The cycles of Extreme-G should remain the focus, as should the long roller coaster-inspired track design. That isn’t to say that Extreme-G shouldn’t branch out. Larger cycles, hovercraft, and even spacecraft will be able to enter into Extreme-G racing. Tracks will not only be road based, but hover vehicles will be able to race above volatile watery terrain. Up above, spacecraft will be engaged in daring asteroid belt races. All environments will include short cuts, multiple track layouts, multiple interactive set pieces that when timed right will benefit the racer who triggered the event or when timed wrong will punish him severely.
Want to win
All of these features are nothing without a sense of competition. Extreme-G will encourage both highly competitive solo time trial runs, and chaotic multiplayer races with plenty of means to derail your opponents as you take your chances when surging into the lead. As with any modern racing game, leaderboards, activity updates from your friends list, as well as ghost downloads of top racers are a must to encourage players to play events multiple times to improve their score and times.

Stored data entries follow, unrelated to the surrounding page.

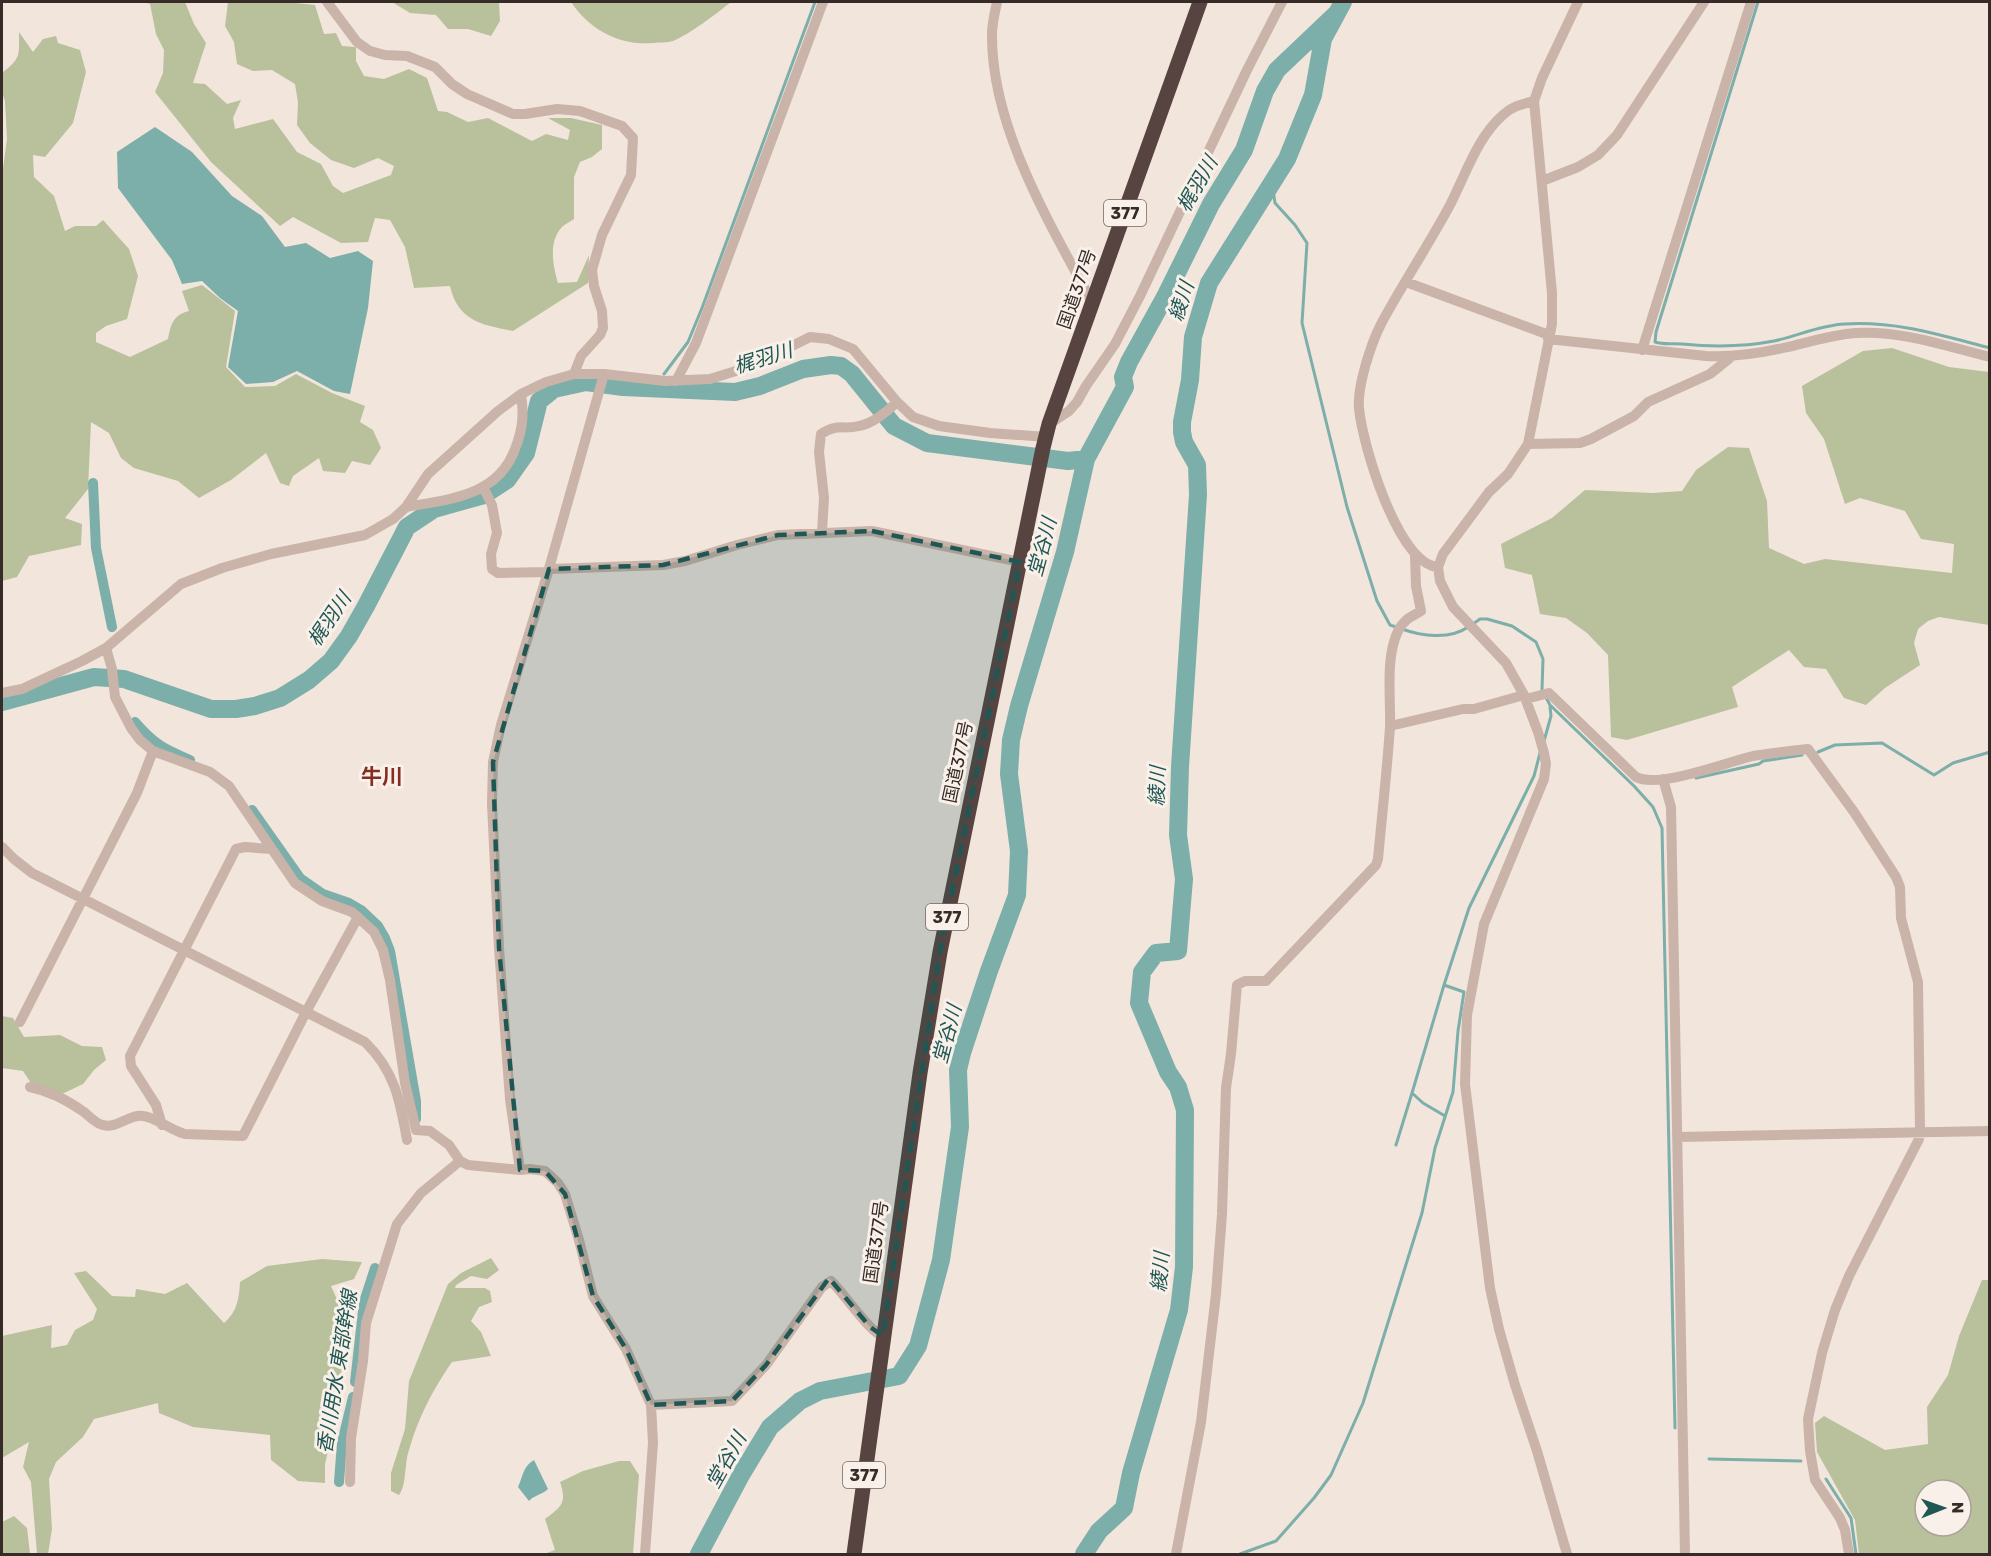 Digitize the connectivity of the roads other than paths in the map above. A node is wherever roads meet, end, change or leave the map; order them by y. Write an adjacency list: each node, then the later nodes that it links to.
1 (327, 2): 17 (street)
2 (823, 2): 19 (street)
3 (997, 2): 12 (street)
4 (1200, 2): 12 (highway, 国道377号 / 377)
5 (1282, 2): 22 (street)
6 (1578, 2): 9 (street)
7 (1704, 2): 10 (street)
8 (1751, 2): 14 (street)
9 (1534, 101): 10 (street); 11 (street)
10 (1542, 181): 13 (street)
11 (1406, 282): 13 (street); 27 (street)
12 (1094, 304): 22 (highway, 国道377号 / 377)
13 (1549, 337): 14 (street); 23 (street)
14 (1642, 350): 15 (street)
15 (1731, 357): 16 (street); 23 (street)
16 (1989, 357)
17 (574, 374): 18 (street); 20 (street)
18 (604, 376): 19 (street); 30 (street)
19 (676, 381): 21 (street)
20 (521, 393): 24 (street); 25 (street)
21 (894, 405): 22 (street); 26 (street)
22 (1046, 437): 28 (highway, 国道377号 / 377)
23 (1528, 444): 29 (street)
24 (484, 488): 25 (street); 30 (street)
25 (406, 507): 31 (street)
26 (822, 532): 28 (street); 30 (street)
27 (1415, 556): 29 (street); 34 (street)
28 (1020, 562): 52 (highway, 国道377号 / 377)
29 (1438, 567): 33 (street)
30 (548, 571): 51 (street)
31 (106, 648): 32 (street); 35 (street)
32 (2, 693)
33 (1525, 697): 34 (street); 36 (street); 58 (street)
34 (1390, 726): 57 (street)
35 (153, 751): 38 (street); 39 (street)
36 (1663, 779): 46 (street); 48 (street)
37 (2, 847): 39 (street)
38 (271, 849): 40 (street); 41 (street)
39 (82, 898): 41 (street); 43 (street)
40 (358, 916): 42 (street); 50 (street)
41 (184, 950): 42 (street); 45 (street)
42 (306, 1012): 45 (street); 49 (street)
43 (20, 1022)
44 (30, 1087): 45 (street)
45 (162, 1125)
46 (1920, 1131): 47 (street); 48 (street); 60 (street)
47 (1989, 1131)
48 (1678, 1137): 59 (street)
49 (407, 1140)
50 (460, 1161): 51 (street); 54 (street)
51 (520, 1170): 53 (street)
52 (883, 1336): 53 (street); 56 (highway, 国道377号 / 377)
53 (651, 1406): 55 (street)
54 (350, 1482)
55 (645, 1554)
56 (854, 1554)
57 (1176, 1554)
58 (1567, 1554)
59 (1686, 1554)
60 (1849, 1554)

The racing genre has stood the test of time, and continues to find unique ways to reinvent itself. It well overdue for the futuristic racing games to once again push the genre and these new features to their limits. While other franchises have had their chance to take the genre to the creative limits that inspired their creation, a new Extreme-G would not only fulfill on the promise of the original franchise but would serve well to shake up the genre all together.